_Prompt_:
Lines below that include the word "down" should each be copied.

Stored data

------------------------------------------------

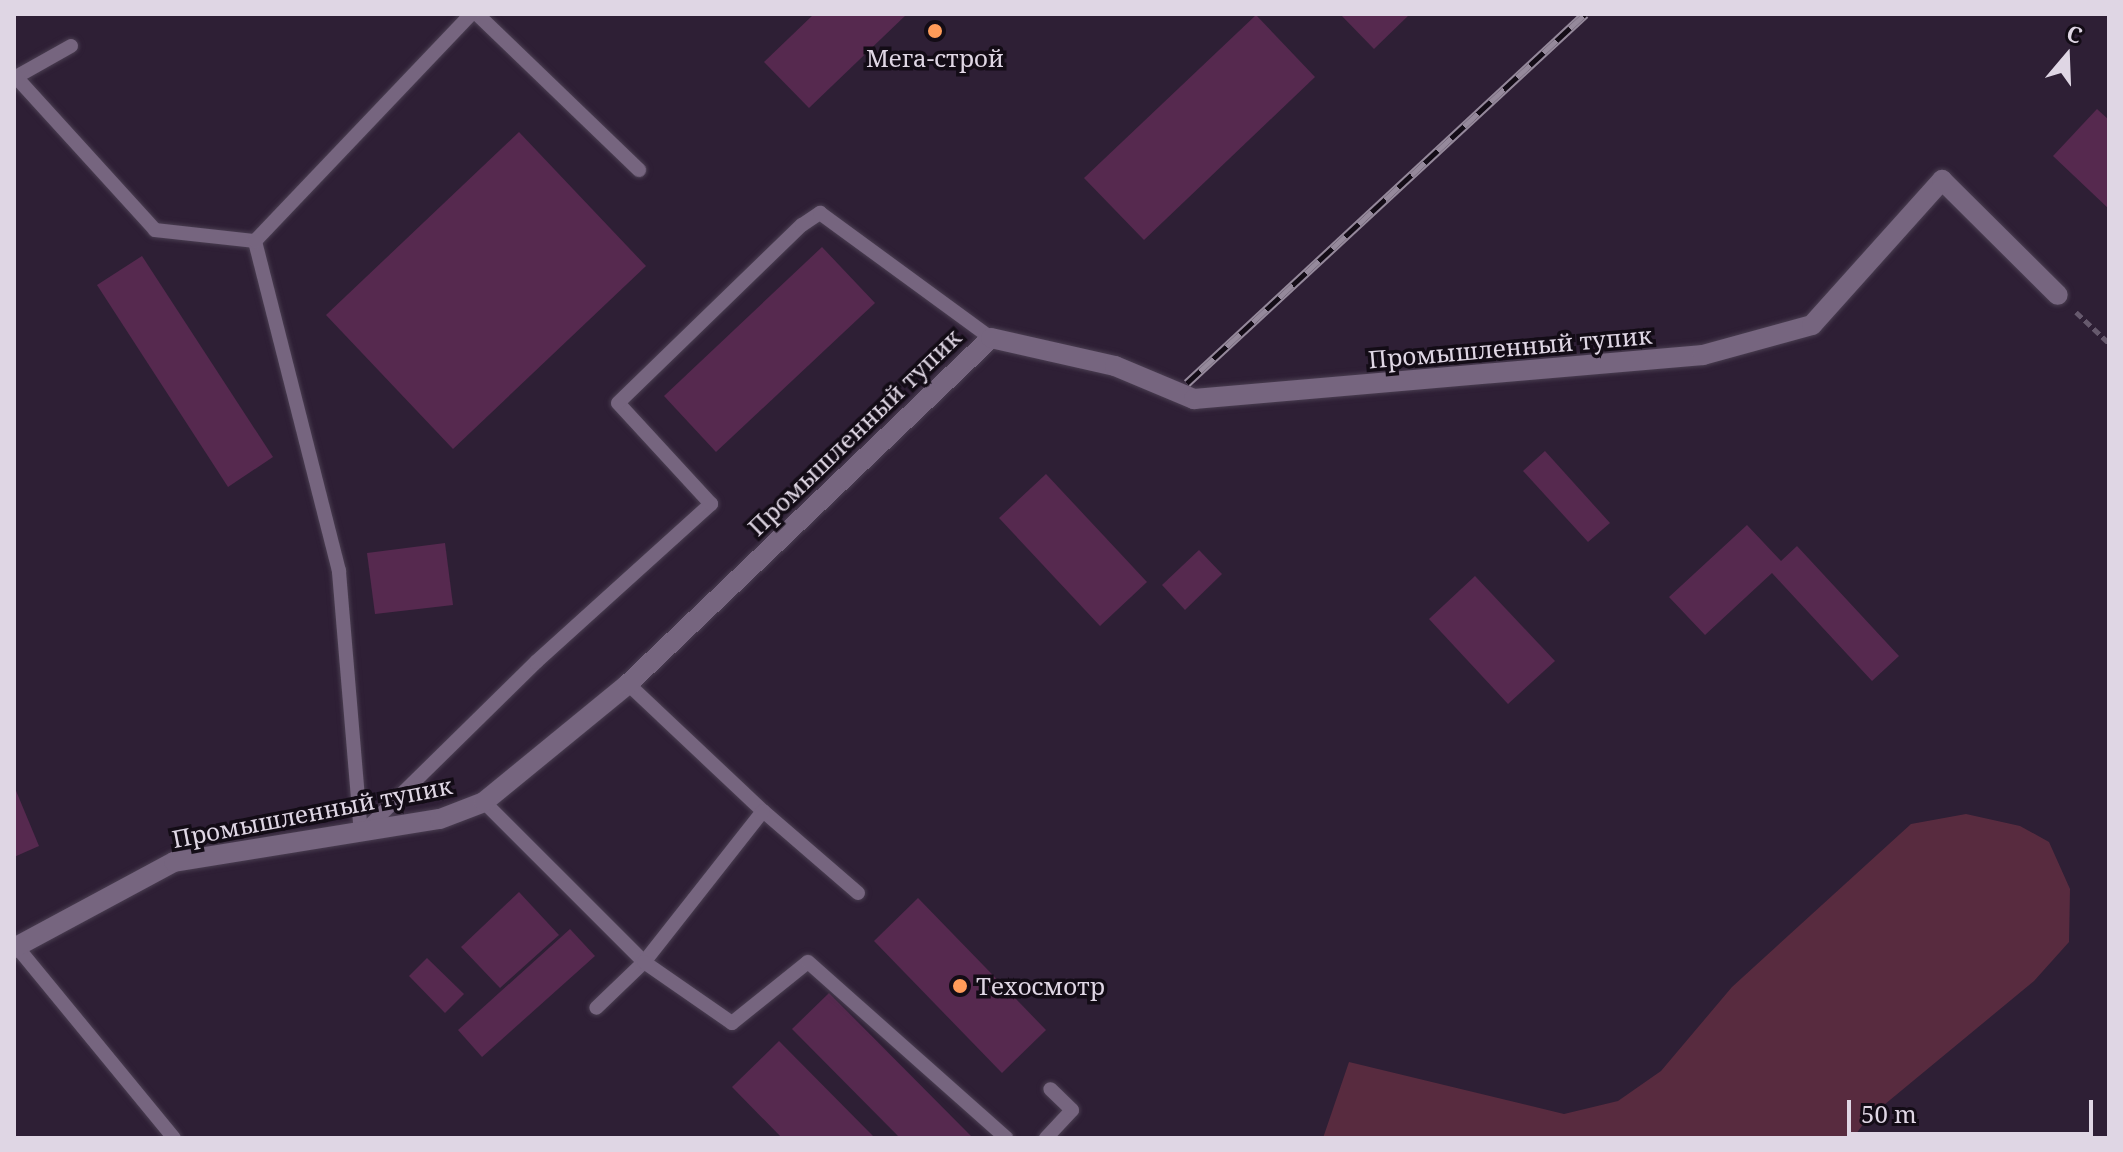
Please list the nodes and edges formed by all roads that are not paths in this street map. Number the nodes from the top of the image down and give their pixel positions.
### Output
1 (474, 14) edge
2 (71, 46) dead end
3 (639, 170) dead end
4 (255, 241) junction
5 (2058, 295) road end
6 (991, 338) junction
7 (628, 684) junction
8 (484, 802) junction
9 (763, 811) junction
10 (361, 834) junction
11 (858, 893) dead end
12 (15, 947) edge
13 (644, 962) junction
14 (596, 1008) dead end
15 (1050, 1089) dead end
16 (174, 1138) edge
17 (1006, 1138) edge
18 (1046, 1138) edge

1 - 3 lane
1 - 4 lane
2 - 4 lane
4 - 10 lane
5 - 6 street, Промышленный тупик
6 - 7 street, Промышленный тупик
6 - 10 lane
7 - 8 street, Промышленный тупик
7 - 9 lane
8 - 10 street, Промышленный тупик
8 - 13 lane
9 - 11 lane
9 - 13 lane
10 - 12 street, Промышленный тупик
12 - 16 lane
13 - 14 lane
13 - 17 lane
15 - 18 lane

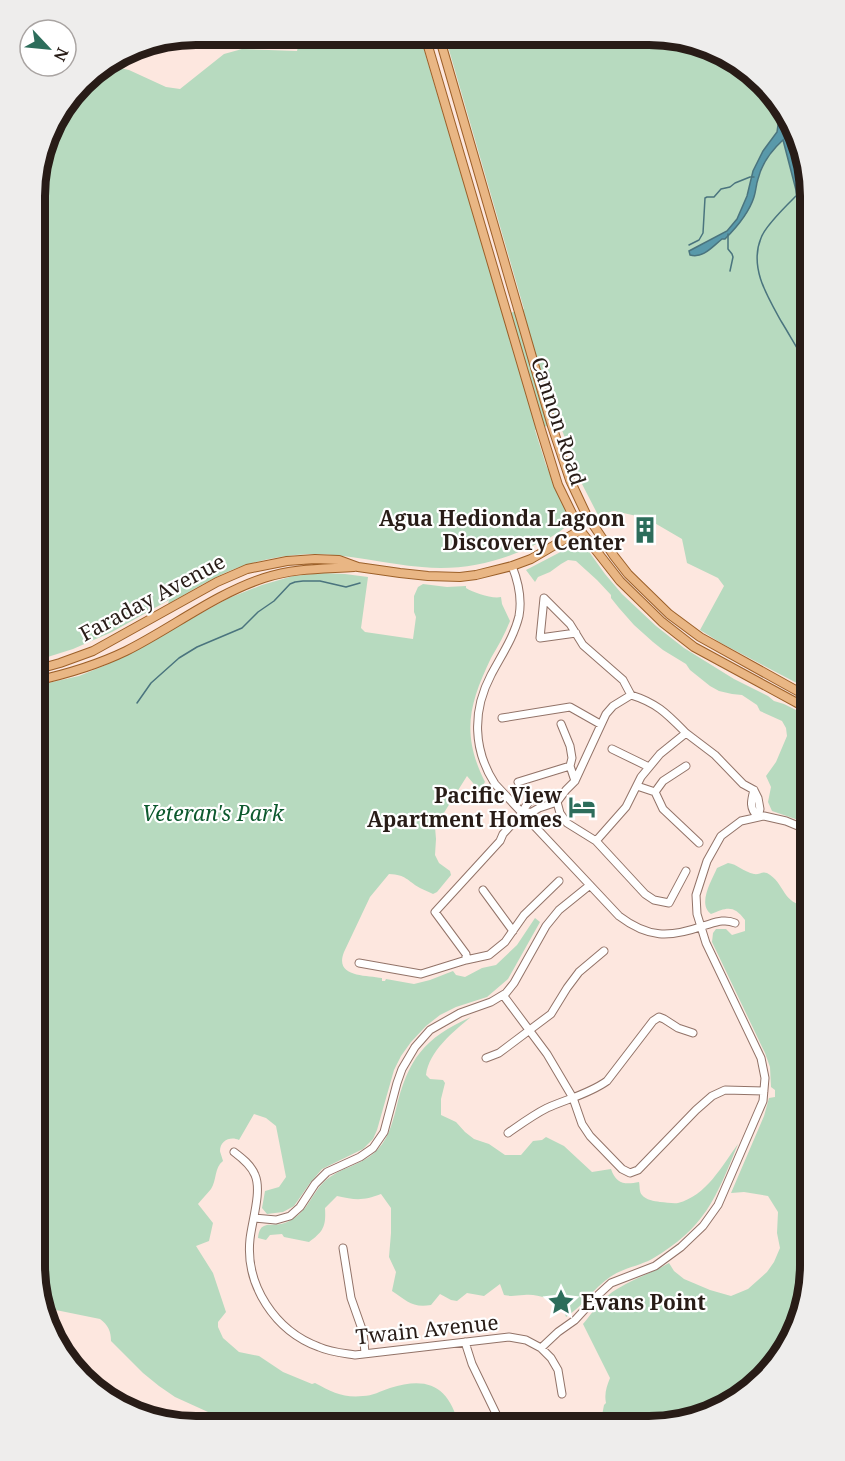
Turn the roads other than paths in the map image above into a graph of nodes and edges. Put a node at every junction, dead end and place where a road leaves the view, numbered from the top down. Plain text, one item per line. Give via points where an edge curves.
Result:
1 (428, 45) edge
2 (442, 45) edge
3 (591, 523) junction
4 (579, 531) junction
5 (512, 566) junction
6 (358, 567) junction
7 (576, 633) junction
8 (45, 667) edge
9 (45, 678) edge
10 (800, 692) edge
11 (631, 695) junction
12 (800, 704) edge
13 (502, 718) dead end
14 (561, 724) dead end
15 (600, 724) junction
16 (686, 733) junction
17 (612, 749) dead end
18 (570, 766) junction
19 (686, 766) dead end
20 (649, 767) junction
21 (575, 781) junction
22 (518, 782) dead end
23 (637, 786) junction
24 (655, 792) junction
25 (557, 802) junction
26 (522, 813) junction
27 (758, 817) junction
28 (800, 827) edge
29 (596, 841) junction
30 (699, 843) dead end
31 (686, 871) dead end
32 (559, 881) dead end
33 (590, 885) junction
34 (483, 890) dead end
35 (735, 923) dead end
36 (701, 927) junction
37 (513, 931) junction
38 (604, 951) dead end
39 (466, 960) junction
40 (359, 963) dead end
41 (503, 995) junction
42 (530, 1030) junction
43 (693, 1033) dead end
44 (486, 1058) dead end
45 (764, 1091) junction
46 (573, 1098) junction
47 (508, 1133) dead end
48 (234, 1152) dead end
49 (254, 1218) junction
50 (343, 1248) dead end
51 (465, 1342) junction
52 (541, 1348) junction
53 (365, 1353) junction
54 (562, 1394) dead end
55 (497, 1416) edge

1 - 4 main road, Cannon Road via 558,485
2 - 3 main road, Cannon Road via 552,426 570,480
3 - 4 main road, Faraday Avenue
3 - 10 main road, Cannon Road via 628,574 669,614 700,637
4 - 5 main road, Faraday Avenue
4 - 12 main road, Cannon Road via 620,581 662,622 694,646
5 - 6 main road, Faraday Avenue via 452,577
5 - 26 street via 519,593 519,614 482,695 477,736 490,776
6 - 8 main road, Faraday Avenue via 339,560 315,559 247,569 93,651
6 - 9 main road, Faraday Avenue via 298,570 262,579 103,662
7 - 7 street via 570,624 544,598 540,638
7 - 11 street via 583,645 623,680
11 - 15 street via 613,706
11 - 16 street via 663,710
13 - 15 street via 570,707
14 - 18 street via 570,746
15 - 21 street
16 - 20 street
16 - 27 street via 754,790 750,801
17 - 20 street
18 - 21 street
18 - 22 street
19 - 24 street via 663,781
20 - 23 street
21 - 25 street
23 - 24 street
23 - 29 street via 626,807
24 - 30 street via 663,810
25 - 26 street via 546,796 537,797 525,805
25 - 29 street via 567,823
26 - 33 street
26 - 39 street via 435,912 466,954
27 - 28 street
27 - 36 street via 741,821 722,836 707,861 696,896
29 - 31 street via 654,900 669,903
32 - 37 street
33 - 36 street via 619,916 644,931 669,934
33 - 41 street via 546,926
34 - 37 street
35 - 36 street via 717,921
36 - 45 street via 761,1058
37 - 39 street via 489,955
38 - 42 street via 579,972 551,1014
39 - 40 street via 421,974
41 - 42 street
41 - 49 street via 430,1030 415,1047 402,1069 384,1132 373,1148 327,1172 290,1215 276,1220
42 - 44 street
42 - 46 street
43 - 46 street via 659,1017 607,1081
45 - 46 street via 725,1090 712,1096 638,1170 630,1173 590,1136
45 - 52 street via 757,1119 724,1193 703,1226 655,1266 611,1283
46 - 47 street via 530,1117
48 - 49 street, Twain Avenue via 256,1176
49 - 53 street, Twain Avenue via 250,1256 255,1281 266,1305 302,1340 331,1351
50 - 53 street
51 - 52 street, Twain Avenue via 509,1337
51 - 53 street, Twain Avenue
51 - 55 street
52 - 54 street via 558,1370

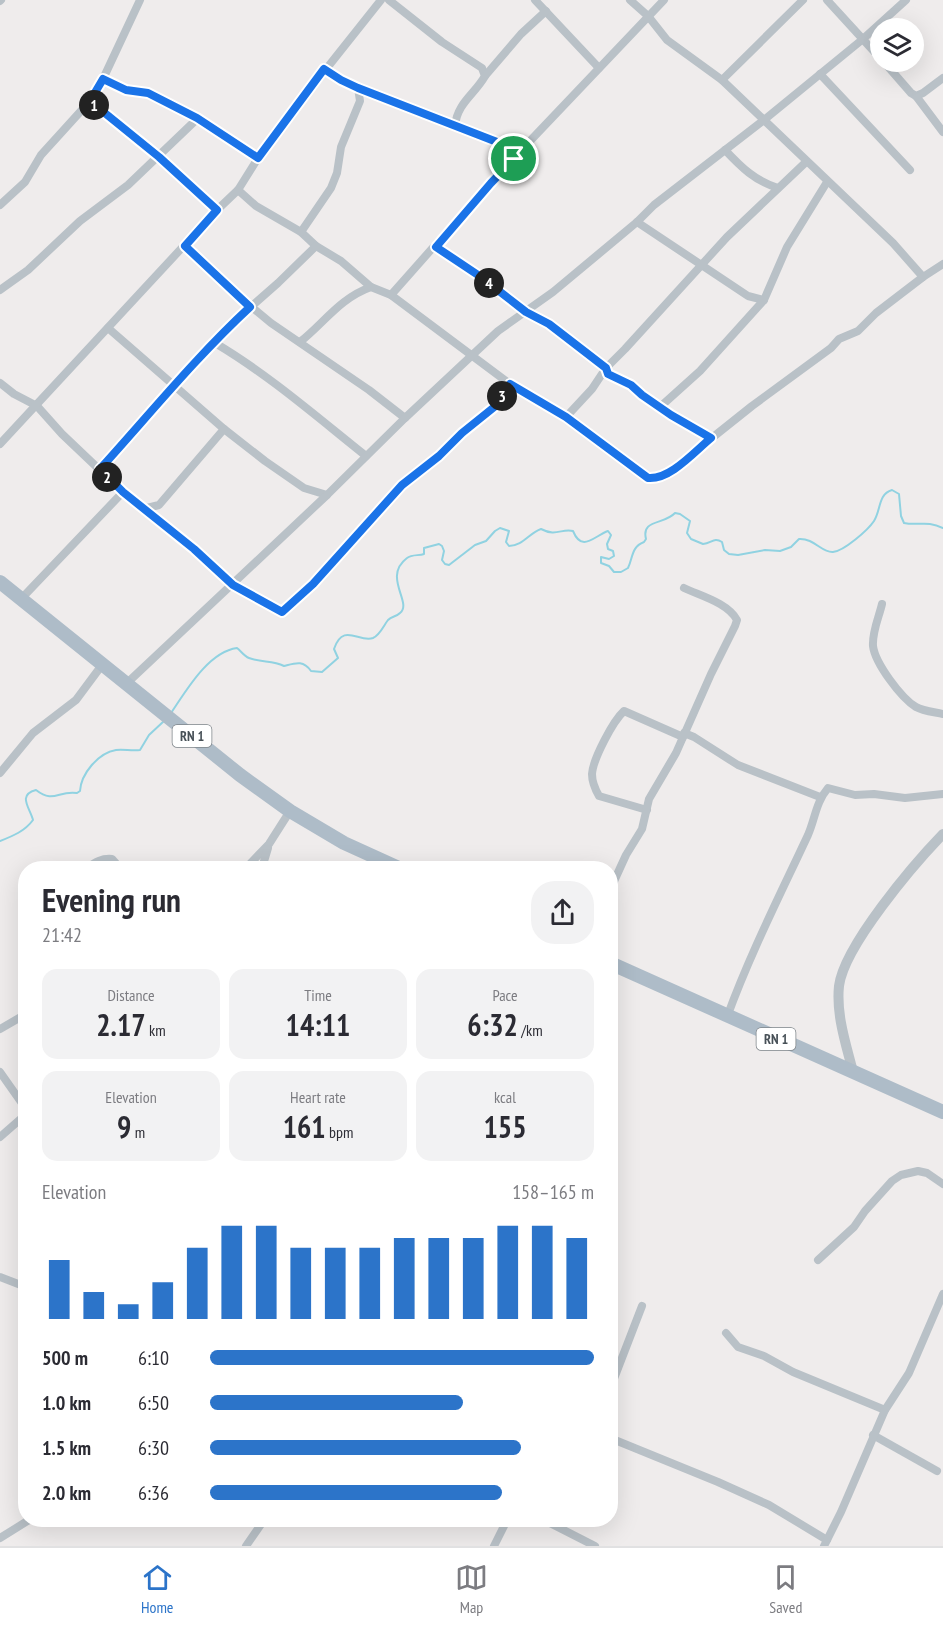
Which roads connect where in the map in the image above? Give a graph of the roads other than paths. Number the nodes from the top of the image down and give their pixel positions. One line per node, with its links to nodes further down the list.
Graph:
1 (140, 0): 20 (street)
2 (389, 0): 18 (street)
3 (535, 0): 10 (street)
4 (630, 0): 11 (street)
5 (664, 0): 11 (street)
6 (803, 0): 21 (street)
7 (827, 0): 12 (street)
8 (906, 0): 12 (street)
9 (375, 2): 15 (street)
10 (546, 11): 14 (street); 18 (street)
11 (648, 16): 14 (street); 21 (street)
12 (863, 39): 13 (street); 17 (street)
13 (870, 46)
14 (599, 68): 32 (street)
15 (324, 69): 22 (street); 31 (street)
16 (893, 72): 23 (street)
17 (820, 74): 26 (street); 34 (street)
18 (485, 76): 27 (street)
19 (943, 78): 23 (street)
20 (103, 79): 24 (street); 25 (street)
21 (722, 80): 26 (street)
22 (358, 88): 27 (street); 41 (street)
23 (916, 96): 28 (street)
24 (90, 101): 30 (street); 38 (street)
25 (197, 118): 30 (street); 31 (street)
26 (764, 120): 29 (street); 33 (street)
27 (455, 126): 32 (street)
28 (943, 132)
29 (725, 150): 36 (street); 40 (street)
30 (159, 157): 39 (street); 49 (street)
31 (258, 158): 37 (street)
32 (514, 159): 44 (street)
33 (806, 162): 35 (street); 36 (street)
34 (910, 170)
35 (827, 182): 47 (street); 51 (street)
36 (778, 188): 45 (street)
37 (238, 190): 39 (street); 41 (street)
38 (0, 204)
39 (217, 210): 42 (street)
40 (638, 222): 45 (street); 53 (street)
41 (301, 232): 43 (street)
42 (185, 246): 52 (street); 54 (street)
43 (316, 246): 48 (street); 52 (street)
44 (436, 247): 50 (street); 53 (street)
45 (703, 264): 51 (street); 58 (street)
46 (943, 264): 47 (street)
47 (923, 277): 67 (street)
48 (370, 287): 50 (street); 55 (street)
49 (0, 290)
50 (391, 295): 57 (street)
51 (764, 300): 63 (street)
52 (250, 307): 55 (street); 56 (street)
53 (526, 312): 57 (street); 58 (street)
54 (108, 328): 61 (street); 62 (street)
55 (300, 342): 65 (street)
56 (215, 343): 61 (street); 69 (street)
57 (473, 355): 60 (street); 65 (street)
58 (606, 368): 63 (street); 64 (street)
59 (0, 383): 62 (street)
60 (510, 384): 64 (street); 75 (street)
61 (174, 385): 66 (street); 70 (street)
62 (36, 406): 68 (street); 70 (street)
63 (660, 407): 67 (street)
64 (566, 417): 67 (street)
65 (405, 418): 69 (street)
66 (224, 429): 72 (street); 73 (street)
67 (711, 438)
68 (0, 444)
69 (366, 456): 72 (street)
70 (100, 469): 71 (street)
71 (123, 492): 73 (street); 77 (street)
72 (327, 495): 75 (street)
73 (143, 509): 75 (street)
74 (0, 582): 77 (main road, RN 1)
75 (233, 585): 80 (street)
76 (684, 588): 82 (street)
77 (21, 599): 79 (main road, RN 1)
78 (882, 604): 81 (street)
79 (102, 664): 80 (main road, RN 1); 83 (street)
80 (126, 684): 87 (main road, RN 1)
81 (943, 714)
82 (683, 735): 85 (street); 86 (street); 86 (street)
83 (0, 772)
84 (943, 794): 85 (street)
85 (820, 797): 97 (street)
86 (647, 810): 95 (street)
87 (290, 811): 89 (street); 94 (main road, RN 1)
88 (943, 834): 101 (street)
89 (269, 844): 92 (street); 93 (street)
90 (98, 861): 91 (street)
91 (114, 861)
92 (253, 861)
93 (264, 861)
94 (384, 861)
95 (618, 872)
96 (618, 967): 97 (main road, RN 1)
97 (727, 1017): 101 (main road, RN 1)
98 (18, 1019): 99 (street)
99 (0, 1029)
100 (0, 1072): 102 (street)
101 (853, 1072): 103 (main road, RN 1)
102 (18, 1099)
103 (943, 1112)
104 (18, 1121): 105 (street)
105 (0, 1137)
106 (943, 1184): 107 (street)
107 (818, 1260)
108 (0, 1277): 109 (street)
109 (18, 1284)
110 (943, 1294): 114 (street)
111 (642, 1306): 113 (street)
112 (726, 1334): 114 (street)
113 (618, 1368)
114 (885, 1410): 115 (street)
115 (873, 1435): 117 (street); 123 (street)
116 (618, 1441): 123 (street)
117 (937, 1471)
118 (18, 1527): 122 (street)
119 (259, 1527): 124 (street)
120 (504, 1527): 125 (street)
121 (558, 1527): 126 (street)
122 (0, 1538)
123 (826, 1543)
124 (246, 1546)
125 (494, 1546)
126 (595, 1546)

------------------------------------------------

_Result below_:
Please list the nodes and edges formed by all roads that are not paths in this street map. Number the nodes from the top of the image down and give their pixel positions.
Turn the roads other than paths in the map image above into a graph of nodes and edges. Put a node at every junction, dead end and place where a road leaves the view, numbered from the top down. Plain text, one item per line. Give via points where an edge curves.
Which roads connect where in the map in the image above? Give a graph of the roads other than paths. Number the nodes from the top of the image down and give their pixel positions. One line per node, with its links to nodes further down the list.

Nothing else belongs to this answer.